EXERCISE DESCRIPTION
In the data below, which lines hold the word "rotate"? Copy them.

Start of DATA PROVIDED

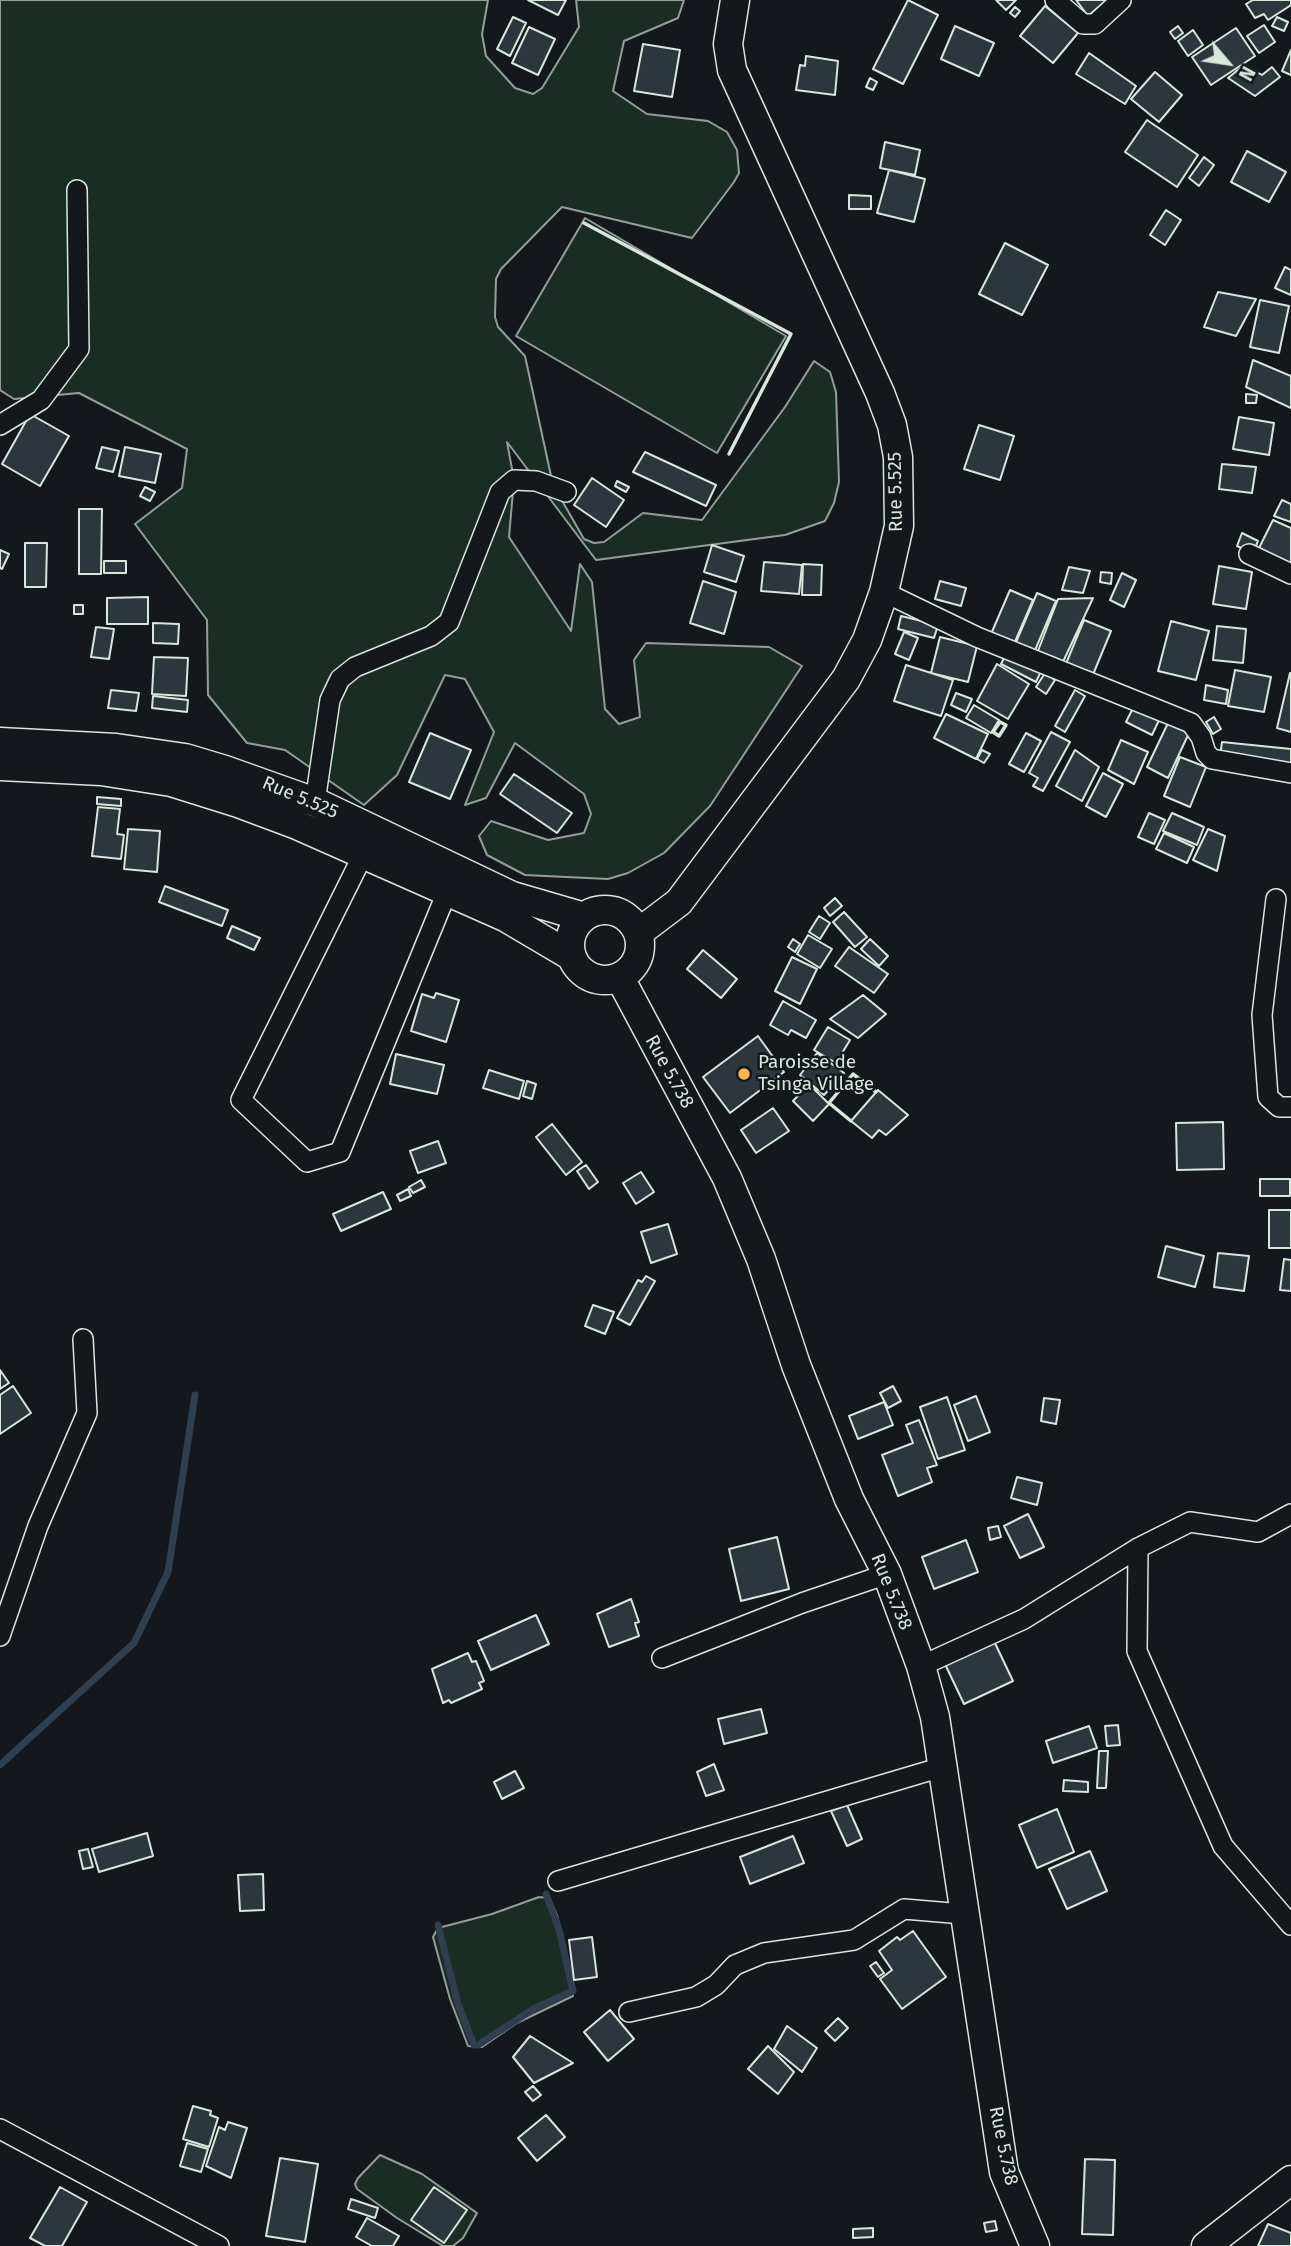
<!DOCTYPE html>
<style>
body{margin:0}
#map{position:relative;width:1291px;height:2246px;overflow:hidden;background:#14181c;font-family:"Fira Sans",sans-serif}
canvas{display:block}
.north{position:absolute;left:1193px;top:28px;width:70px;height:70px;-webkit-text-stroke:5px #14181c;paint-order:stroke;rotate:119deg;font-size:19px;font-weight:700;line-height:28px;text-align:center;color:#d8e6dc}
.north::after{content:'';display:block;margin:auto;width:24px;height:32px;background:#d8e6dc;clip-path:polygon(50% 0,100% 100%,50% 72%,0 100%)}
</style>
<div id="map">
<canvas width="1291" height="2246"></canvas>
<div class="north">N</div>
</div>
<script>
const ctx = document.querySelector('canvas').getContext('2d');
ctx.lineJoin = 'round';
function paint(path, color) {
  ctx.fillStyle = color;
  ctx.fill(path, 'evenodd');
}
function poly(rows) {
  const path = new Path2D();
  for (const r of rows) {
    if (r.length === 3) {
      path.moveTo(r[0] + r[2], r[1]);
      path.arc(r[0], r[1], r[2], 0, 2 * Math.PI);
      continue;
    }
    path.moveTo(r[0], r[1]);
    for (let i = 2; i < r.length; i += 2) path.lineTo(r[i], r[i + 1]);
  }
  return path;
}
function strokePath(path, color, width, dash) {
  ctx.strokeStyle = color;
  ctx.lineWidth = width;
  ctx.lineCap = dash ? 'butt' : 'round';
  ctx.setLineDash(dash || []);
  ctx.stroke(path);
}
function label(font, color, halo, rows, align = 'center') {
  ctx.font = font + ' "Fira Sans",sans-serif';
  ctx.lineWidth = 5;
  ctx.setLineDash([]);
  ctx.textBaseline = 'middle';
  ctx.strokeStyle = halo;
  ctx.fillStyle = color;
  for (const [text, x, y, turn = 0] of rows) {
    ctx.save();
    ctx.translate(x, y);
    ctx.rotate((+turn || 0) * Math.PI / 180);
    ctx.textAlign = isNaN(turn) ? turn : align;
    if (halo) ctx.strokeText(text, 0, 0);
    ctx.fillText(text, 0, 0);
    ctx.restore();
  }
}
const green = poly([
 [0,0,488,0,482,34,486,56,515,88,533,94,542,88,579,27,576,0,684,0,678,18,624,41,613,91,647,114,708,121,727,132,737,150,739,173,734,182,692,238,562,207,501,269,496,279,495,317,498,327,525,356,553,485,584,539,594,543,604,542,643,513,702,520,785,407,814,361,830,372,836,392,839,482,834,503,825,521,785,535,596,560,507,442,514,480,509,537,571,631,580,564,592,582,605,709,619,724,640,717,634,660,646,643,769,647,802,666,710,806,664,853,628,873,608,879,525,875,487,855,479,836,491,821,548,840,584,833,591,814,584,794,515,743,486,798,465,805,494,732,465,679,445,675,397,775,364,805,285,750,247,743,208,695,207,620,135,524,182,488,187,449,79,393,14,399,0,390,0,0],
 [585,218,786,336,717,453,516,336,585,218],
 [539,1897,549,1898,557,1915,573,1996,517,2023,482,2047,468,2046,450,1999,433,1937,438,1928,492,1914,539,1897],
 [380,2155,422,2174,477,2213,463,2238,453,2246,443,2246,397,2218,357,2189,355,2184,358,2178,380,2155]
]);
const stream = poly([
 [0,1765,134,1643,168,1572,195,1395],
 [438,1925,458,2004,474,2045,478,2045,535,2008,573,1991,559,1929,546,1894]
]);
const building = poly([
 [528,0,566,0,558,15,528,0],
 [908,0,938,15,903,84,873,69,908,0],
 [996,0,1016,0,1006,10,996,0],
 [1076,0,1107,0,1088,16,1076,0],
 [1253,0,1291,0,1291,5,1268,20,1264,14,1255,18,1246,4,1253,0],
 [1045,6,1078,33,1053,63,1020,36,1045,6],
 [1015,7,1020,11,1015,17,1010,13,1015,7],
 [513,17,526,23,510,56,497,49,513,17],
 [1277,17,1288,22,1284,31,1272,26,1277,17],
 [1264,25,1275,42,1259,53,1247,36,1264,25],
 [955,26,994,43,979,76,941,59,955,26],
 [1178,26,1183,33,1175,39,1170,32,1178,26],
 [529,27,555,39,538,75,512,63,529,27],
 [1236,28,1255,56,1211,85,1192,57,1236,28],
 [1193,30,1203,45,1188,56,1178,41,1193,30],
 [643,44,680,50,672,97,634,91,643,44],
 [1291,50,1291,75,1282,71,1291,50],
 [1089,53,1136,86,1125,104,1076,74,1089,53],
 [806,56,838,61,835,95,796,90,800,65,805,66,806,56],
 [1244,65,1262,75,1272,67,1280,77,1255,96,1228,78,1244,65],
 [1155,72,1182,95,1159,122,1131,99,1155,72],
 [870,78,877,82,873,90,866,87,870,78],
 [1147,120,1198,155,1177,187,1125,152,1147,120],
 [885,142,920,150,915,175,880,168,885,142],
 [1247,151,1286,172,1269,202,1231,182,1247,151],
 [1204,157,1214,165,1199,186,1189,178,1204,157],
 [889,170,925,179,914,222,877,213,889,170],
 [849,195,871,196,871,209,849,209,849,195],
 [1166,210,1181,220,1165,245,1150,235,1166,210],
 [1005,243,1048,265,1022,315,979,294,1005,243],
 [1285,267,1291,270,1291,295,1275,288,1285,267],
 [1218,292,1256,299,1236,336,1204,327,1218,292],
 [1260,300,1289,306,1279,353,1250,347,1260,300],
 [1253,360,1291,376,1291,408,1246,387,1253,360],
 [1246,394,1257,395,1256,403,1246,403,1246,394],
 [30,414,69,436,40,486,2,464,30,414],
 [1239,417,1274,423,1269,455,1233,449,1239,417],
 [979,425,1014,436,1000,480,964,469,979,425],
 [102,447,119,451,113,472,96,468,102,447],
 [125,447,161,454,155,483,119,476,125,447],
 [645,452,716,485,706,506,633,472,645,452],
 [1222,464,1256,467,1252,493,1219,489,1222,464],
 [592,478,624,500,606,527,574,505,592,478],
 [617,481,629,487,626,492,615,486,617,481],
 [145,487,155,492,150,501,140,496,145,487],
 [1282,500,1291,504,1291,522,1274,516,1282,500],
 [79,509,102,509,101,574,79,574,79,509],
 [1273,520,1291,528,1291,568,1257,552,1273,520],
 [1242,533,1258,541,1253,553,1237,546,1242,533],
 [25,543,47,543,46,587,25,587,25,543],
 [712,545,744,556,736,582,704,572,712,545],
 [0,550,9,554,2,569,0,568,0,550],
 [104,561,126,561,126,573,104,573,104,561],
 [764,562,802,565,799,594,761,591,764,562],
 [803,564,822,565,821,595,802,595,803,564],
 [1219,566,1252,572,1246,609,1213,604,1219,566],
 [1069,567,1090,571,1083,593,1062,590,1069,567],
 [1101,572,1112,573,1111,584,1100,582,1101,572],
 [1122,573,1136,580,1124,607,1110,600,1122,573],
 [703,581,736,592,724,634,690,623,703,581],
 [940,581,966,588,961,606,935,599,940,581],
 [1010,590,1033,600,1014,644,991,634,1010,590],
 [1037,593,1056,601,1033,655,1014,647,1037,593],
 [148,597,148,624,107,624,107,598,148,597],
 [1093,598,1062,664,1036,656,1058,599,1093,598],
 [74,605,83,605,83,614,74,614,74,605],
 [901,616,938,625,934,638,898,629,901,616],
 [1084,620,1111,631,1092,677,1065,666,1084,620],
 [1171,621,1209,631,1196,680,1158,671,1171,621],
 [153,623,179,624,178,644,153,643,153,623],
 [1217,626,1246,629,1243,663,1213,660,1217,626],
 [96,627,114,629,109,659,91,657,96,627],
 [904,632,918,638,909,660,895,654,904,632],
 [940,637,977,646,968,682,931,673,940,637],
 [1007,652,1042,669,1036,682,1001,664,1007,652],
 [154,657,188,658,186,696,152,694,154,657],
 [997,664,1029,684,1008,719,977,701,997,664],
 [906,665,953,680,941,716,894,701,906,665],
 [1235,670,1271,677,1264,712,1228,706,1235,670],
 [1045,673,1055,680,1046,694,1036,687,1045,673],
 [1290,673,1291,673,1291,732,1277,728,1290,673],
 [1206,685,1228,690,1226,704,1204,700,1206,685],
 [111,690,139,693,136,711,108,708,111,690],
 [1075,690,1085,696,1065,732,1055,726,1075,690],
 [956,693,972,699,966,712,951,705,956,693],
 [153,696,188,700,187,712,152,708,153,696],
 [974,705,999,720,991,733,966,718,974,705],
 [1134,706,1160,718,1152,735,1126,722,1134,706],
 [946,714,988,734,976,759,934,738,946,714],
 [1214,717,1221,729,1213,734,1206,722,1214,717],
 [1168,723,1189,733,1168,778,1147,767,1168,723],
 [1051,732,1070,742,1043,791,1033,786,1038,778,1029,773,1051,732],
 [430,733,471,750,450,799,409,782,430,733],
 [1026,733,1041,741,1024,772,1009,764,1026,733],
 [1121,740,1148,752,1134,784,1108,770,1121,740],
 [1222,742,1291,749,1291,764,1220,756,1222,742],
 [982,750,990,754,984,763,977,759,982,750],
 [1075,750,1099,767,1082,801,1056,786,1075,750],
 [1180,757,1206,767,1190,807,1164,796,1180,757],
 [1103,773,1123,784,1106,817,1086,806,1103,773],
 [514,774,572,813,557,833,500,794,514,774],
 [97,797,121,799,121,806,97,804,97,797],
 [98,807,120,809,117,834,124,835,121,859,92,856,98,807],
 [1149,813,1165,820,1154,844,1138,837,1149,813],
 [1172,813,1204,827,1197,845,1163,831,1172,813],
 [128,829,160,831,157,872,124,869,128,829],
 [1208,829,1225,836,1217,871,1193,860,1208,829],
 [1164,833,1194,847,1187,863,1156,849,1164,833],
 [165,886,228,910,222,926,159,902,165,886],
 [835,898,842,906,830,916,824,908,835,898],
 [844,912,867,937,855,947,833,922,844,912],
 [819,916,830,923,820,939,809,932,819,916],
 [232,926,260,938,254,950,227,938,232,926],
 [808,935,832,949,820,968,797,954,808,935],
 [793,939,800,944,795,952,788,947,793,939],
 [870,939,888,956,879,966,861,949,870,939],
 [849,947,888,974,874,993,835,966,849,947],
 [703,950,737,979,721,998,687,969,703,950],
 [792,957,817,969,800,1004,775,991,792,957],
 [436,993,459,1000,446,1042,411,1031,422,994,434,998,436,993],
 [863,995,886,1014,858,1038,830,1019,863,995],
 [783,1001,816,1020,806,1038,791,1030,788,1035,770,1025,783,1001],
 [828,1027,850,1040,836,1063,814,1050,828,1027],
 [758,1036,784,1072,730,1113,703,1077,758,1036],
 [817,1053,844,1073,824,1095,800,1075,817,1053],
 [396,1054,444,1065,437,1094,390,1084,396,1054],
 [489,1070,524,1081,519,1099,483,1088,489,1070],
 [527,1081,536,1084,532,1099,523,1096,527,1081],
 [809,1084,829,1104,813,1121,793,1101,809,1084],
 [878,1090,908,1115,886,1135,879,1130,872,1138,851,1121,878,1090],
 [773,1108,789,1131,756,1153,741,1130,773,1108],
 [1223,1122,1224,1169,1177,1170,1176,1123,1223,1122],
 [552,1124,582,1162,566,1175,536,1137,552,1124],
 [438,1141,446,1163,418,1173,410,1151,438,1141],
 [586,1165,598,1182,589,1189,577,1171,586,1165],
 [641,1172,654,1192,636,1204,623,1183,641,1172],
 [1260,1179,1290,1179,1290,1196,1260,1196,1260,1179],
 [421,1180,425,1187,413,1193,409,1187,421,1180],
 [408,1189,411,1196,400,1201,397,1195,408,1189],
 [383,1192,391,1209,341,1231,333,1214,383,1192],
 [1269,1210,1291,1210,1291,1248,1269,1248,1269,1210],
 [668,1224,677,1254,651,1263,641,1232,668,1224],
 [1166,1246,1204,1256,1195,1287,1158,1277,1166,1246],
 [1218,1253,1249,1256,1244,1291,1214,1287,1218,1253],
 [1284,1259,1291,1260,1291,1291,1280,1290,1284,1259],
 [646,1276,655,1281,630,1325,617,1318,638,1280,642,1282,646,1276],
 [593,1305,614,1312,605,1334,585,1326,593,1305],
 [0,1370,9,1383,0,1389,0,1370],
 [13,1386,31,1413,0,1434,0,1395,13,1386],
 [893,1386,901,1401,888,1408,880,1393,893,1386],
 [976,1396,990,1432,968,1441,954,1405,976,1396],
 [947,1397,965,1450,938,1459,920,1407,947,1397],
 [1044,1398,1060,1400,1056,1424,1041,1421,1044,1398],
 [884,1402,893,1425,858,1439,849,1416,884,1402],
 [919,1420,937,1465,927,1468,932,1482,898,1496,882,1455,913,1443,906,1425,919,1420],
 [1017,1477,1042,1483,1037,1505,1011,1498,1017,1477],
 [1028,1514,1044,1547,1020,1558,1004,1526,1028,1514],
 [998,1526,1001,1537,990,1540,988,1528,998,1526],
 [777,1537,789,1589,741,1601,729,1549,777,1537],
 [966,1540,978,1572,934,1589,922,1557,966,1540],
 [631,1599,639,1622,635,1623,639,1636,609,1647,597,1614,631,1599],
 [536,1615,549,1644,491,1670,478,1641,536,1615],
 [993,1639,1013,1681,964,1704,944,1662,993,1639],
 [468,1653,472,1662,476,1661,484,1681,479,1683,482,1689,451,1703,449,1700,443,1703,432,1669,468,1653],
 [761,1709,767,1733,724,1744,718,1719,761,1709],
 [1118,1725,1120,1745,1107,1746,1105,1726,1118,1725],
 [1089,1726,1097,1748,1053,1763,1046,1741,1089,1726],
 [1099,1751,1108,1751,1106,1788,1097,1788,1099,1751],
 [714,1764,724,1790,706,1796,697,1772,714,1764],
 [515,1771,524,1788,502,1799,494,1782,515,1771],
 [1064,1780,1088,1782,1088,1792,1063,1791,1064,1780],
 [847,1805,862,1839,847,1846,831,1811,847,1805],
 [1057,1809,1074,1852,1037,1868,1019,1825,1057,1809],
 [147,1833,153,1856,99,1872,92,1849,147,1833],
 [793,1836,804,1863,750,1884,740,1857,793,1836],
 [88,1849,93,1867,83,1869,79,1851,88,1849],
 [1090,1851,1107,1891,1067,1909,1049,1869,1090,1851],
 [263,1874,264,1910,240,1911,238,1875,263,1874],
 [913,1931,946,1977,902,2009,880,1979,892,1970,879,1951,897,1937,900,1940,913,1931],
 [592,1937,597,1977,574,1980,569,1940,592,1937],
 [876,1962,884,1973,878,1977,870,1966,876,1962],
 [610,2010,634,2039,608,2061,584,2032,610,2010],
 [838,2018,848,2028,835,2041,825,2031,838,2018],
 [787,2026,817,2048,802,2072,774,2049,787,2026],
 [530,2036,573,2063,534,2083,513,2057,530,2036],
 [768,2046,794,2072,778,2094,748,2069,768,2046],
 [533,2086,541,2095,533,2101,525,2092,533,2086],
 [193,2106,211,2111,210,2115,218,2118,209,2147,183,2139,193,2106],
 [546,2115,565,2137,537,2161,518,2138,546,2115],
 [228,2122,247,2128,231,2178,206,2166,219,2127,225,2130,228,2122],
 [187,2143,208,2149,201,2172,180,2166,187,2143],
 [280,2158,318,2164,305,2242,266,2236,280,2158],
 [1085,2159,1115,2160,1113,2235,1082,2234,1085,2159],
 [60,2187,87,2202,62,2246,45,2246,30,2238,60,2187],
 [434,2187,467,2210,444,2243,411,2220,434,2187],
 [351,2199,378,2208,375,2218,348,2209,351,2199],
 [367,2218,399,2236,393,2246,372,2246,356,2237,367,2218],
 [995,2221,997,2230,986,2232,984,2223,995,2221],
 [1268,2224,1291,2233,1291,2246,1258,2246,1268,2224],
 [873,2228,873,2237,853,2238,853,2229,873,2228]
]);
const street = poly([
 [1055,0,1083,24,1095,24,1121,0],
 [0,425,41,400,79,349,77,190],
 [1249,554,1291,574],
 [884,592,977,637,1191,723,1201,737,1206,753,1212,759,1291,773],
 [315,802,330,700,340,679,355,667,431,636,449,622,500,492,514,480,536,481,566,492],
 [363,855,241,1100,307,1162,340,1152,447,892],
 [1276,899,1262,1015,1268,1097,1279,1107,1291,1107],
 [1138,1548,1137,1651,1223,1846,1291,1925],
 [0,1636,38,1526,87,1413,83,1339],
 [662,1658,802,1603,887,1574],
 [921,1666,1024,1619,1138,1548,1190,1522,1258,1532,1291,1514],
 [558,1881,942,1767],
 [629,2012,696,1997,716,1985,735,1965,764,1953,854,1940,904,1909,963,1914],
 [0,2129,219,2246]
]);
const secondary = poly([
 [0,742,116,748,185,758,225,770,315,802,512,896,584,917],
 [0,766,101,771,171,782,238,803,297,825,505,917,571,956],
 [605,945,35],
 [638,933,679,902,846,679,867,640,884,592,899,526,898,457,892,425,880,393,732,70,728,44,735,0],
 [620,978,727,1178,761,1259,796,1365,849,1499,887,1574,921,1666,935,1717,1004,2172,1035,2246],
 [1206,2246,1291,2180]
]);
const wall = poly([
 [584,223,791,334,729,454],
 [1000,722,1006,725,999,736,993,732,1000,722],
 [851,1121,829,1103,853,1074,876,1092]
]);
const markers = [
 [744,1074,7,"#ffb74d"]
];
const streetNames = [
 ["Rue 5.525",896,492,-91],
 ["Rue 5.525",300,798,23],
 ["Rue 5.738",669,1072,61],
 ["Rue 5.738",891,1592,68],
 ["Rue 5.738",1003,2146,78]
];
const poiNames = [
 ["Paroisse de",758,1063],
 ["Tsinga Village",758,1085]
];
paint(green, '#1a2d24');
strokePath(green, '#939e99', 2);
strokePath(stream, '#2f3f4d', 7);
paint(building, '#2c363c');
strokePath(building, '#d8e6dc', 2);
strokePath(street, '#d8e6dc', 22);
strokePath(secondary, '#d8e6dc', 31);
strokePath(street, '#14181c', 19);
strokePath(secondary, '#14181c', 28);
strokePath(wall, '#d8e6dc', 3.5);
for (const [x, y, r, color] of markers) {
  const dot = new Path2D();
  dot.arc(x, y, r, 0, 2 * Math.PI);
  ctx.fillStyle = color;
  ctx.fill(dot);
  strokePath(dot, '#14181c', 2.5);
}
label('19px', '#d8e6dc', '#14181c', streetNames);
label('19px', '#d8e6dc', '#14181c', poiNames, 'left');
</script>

End of DATA PROVIDED

TASK RESULT
.north{position:absolute;left:1193px;top:28px;width:70px;height:70px;-webkit-text-stroke:5px #14181c;paint-order:stroke;rotate:119deg;font-size:19px;font-weight:700;line-height:28px;text-align:center;color:#d8e6dc}
    ctx.rotate((+turn || 0) * Math.PI / 180);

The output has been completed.